▸ **What is required**: Report the tally of lines featuring the word "Give" in the entries below, without anything else.
Segment Open
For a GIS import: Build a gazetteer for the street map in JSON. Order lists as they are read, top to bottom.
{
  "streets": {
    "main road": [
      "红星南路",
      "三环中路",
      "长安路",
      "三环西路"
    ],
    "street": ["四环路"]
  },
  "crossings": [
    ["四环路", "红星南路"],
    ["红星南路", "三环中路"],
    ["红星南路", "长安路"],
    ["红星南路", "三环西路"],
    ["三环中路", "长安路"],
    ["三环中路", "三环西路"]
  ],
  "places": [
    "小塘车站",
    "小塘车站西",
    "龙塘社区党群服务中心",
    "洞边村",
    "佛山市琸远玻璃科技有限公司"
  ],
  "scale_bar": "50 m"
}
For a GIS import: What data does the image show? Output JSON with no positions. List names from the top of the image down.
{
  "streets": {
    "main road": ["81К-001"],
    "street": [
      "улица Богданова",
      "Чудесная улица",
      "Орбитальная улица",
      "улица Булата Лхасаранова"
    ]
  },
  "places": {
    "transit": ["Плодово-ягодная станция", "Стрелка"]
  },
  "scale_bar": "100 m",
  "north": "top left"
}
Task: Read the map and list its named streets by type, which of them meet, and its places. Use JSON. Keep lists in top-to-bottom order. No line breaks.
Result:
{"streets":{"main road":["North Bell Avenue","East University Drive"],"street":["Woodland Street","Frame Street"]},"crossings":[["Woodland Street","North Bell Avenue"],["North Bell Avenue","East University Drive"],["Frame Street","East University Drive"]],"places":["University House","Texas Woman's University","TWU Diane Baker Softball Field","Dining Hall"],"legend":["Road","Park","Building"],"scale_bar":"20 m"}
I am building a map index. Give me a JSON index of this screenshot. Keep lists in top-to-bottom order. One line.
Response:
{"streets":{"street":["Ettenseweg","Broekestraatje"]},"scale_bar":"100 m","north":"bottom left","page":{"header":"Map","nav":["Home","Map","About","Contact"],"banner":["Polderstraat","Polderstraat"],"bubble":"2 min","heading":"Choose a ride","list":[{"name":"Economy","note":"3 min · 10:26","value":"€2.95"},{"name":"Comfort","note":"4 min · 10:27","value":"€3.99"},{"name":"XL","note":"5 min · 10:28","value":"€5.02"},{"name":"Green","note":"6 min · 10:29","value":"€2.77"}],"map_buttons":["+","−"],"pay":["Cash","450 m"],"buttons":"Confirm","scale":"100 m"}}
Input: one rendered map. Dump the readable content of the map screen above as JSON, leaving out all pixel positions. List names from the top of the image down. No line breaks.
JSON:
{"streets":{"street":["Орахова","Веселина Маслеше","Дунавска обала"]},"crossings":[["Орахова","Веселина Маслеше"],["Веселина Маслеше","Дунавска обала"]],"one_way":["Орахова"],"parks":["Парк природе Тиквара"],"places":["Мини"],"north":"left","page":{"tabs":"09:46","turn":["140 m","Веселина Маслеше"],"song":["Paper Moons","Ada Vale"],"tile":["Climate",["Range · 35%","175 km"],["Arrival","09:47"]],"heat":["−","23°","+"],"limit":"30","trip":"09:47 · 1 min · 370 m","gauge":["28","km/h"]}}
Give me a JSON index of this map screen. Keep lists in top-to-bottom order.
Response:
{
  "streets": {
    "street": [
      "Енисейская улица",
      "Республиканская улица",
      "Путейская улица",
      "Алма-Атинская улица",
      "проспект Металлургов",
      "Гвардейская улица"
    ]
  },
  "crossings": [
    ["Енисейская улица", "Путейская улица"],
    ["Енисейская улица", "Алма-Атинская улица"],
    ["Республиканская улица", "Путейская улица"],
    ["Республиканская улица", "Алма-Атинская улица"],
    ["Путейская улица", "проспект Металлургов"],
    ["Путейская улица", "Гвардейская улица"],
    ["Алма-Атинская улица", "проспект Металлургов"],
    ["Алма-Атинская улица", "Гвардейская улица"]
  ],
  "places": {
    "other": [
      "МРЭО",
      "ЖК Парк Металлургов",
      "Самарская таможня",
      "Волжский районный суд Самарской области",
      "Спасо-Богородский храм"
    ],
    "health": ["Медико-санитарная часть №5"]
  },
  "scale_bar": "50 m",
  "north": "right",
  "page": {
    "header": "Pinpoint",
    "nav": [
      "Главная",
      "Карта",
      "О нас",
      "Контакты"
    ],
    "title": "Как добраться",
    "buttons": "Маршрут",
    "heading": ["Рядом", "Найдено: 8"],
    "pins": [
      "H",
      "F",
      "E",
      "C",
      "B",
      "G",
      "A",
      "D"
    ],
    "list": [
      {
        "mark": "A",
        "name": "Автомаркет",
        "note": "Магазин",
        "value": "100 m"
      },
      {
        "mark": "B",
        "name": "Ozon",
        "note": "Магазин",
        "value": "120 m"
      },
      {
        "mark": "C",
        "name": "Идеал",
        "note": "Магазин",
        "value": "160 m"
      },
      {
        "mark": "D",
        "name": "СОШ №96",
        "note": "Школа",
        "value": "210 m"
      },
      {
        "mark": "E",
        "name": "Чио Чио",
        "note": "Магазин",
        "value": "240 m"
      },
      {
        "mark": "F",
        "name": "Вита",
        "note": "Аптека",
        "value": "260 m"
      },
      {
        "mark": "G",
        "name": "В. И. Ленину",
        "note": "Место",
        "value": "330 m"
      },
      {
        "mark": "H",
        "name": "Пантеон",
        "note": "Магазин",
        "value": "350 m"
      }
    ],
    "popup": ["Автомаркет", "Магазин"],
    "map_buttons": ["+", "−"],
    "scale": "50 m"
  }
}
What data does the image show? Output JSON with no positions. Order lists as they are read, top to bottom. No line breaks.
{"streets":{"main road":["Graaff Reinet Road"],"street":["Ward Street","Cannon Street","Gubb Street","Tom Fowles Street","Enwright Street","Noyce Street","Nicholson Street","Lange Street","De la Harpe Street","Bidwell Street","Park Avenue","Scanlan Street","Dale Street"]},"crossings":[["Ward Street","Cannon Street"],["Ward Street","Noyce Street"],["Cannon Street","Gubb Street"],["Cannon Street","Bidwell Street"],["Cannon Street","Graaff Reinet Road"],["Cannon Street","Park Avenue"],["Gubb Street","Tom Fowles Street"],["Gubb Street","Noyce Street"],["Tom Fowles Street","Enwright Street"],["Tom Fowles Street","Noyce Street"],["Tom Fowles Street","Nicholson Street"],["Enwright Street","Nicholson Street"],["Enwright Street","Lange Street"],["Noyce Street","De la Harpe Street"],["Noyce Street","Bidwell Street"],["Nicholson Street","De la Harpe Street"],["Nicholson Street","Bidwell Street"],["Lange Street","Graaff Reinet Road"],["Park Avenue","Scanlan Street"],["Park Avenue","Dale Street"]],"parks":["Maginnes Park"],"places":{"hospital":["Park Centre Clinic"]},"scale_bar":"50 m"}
Segment Closed
▸ **Task answer**: 2